WHAT IS BEING ASKED. Would you please copy each line of the data in which the string "edges" occurs?

Stored data entries
....................

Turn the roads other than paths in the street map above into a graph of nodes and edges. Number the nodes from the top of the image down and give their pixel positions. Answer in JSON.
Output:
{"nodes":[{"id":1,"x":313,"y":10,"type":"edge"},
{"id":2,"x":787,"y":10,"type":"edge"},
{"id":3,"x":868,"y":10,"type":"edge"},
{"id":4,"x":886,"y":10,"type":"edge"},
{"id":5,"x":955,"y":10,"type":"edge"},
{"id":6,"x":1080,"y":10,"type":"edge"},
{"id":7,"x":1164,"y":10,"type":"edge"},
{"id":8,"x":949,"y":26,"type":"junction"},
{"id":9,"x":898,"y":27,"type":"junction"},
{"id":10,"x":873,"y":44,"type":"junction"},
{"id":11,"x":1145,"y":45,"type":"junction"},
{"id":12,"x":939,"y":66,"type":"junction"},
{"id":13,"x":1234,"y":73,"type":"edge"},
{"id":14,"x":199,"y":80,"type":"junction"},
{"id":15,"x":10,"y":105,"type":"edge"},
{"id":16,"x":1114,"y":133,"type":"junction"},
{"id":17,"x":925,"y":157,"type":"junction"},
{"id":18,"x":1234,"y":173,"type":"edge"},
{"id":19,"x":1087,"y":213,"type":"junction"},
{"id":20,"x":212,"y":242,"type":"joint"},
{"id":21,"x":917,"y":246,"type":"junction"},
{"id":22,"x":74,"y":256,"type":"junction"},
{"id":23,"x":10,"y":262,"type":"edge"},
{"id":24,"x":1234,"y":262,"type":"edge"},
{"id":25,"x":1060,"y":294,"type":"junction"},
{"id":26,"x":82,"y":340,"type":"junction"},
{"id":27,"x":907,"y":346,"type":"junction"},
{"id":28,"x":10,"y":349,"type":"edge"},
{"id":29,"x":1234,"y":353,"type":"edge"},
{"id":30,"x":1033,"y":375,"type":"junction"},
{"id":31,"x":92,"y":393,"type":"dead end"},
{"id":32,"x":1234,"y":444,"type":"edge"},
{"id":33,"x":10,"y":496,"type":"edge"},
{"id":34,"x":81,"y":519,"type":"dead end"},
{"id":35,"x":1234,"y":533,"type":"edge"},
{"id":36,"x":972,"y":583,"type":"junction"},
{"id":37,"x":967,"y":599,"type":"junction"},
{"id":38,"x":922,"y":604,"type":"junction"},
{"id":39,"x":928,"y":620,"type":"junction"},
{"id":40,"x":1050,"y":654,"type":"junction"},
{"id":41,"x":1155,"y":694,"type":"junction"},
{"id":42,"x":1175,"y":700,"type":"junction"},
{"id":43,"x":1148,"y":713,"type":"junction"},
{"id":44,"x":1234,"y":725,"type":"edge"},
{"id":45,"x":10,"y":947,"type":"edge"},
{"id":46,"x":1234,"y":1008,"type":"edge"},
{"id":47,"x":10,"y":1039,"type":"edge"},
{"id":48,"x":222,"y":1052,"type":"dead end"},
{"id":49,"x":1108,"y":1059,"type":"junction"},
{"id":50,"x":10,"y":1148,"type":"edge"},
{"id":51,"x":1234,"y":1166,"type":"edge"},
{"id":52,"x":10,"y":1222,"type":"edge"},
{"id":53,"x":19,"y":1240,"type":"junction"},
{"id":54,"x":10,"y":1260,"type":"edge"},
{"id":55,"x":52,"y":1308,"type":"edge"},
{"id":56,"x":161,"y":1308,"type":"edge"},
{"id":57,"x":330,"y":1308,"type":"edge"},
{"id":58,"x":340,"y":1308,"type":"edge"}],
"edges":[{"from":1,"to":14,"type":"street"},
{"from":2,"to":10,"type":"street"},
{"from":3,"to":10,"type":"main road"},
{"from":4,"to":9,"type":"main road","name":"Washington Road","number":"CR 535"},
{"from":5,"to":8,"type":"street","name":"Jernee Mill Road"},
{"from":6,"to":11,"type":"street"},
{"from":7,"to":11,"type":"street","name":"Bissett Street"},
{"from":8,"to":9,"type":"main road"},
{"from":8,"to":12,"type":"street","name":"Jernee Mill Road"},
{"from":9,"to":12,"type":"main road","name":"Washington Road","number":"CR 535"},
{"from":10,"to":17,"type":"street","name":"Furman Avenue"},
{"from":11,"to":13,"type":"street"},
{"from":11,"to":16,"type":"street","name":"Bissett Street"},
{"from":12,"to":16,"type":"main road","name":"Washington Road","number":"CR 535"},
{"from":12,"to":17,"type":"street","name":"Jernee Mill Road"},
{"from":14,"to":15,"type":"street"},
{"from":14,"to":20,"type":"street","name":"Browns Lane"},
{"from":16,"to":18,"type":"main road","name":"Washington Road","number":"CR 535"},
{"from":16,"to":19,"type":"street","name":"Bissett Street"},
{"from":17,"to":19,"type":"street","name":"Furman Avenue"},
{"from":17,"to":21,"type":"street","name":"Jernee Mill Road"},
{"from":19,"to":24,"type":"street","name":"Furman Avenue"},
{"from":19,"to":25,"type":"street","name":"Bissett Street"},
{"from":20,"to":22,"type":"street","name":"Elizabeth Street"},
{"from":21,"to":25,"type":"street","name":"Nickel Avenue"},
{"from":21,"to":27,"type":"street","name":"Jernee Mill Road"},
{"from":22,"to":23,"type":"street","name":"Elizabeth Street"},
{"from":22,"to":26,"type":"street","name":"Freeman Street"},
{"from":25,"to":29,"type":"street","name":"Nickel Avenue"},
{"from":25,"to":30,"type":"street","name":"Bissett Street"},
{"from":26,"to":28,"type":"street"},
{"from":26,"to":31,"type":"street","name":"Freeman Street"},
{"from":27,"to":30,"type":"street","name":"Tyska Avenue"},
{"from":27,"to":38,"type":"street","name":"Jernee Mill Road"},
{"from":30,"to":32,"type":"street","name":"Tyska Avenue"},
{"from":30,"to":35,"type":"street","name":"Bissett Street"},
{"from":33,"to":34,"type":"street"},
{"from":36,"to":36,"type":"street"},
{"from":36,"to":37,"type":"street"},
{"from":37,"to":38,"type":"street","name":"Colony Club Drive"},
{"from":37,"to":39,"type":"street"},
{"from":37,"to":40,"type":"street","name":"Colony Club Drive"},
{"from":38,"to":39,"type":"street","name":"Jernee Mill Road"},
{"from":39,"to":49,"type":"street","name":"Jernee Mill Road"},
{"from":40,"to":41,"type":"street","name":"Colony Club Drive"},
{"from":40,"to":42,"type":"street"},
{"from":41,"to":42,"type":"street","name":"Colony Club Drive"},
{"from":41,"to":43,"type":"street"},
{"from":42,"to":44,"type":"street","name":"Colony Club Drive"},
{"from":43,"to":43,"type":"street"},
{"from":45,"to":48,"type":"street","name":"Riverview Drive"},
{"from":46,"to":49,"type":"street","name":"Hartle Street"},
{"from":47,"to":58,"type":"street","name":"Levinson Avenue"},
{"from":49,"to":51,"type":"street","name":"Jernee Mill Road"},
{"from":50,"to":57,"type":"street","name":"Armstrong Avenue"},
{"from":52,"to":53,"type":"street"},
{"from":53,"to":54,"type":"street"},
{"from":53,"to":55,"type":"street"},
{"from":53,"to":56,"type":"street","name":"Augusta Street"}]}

....................

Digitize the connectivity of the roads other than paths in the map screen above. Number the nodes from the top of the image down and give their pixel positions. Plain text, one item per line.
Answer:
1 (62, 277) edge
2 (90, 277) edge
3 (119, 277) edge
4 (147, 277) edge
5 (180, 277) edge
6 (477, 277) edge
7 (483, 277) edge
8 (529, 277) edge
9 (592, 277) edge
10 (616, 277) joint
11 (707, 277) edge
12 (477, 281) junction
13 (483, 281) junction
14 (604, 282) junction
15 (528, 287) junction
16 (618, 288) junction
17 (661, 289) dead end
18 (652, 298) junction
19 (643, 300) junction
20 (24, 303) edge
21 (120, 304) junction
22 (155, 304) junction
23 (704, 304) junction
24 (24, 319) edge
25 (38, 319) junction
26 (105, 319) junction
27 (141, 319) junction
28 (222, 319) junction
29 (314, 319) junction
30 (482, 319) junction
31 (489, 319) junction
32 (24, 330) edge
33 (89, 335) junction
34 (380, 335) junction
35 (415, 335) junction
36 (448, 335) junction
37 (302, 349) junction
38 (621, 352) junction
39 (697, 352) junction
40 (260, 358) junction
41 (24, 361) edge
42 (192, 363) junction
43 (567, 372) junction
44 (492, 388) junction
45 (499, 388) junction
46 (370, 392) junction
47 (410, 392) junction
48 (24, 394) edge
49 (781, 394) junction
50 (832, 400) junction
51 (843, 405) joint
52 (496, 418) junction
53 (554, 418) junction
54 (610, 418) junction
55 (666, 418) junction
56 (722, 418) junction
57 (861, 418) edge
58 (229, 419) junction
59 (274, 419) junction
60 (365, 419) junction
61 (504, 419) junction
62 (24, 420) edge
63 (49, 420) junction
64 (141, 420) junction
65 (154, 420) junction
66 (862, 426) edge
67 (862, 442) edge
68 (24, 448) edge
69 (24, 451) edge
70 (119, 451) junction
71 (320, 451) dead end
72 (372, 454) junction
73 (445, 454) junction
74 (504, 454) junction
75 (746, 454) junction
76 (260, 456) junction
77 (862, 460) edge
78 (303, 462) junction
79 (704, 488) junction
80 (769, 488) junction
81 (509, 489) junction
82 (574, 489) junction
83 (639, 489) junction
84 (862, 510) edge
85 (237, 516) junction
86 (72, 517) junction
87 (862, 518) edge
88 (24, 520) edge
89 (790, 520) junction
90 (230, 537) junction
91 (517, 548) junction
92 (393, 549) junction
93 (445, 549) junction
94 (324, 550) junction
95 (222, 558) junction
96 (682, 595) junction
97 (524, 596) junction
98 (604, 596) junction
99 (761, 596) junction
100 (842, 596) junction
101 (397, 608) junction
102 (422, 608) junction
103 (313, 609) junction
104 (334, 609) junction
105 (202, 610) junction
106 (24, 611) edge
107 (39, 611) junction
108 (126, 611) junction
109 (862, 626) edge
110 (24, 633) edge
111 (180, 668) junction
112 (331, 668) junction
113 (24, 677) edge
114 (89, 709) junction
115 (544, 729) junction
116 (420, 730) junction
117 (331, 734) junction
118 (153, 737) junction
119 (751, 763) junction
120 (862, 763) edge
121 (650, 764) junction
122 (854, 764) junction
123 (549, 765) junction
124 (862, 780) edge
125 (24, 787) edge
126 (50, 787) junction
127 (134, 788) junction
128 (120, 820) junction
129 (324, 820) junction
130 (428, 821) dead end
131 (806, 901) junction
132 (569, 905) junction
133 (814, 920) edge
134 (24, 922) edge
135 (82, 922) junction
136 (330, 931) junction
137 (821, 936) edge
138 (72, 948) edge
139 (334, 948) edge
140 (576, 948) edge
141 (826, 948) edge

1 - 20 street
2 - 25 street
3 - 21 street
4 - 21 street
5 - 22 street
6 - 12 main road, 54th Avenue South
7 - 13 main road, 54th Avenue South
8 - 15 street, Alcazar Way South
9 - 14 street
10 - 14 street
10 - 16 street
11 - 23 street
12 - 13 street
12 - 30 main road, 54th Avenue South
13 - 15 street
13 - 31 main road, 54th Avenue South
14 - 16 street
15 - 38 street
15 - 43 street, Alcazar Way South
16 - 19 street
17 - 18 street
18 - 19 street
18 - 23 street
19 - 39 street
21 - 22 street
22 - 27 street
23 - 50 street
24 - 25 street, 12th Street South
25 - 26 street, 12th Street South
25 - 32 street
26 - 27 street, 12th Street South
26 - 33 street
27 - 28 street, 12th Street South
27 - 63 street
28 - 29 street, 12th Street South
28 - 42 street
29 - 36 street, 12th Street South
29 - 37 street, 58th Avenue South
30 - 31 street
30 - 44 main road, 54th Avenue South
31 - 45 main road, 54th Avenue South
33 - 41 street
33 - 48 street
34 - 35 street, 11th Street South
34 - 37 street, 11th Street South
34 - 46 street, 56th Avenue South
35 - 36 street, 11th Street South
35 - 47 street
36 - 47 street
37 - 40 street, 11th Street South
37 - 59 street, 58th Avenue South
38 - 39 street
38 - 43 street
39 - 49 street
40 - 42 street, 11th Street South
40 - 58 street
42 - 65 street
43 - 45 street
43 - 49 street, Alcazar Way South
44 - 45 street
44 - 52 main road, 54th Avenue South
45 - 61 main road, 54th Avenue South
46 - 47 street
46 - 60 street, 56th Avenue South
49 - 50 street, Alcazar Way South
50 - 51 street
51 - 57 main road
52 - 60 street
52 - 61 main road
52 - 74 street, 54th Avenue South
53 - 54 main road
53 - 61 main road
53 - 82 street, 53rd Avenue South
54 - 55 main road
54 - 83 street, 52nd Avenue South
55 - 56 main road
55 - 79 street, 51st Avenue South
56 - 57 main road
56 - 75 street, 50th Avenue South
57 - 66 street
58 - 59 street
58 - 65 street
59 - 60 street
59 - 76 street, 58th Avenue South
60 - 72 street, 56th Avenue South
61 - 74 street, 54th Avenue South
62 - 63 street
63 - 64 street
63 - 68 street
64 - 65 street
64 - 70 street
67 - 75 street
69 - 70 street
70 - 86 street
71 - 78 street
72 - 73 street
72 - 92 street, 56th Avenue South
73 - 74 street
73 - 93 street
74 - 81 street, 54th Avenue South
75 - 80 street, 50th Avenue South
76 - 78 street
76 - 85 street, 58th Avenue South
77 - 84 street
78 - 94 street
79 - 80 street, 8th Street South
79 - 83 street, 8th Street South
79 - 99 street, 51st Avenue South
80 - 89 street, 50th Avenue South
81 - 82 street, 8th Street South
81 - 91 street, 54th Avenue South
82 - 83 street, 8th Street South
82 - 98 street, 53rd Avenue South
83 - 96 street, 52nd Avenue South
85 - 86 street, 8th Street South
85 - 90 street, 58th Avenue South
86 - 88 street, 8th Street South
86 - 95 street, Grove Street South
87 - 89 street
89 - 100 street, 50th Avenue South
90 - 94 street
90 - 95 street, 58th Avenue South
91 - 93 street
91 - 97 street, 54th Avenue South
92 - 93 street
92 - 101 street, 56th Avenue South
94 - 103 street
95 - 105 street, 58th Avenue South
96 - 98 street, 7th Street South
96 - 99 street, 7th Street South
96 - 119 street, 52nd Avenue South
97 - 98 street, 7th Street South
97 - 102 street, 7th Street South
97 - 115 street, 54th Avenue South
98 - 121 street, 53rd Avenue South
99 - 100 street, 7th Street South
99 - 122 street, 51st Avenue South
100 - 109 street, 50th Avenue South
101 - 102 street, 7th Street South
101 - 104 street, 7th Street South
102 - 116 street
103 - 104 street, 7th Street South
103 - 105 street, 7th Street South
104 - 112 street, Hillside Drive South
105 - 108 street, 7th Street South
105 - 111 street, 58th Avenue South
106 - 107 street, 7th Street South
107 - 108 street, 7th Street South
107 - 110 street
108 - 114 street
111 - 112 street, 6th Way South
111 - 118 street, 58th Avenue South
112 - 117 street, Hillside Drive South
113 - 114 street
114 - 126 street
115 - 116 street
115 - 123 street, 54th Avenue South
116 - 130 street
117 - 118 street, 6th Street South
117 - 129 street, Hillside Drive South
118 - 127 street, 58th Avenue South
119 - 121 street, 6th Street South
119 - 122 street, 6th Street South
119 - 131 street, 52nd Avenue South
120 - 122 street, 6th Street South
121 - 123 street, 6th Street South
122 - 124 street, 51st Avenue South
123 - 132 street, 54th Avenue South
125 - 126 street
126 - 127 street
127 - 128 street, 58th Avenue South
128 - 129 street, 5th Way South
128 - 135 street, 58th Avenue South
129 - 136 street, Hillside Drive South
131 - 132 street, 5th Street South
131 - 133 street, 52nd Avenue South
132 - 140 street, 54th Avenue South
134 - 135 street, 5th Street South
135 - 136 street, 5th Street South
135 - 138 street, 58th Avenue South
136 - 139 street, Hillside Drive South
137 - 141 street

....................

COMPLETED EXERCISE.
Turn the roads other than paths in the street map above into a graph of nodes and edges. Number the nodes from the top of the image down and give their pixel positions. Answer in JSON.
"edges":[{"from":1,"to":14,"type":"street"},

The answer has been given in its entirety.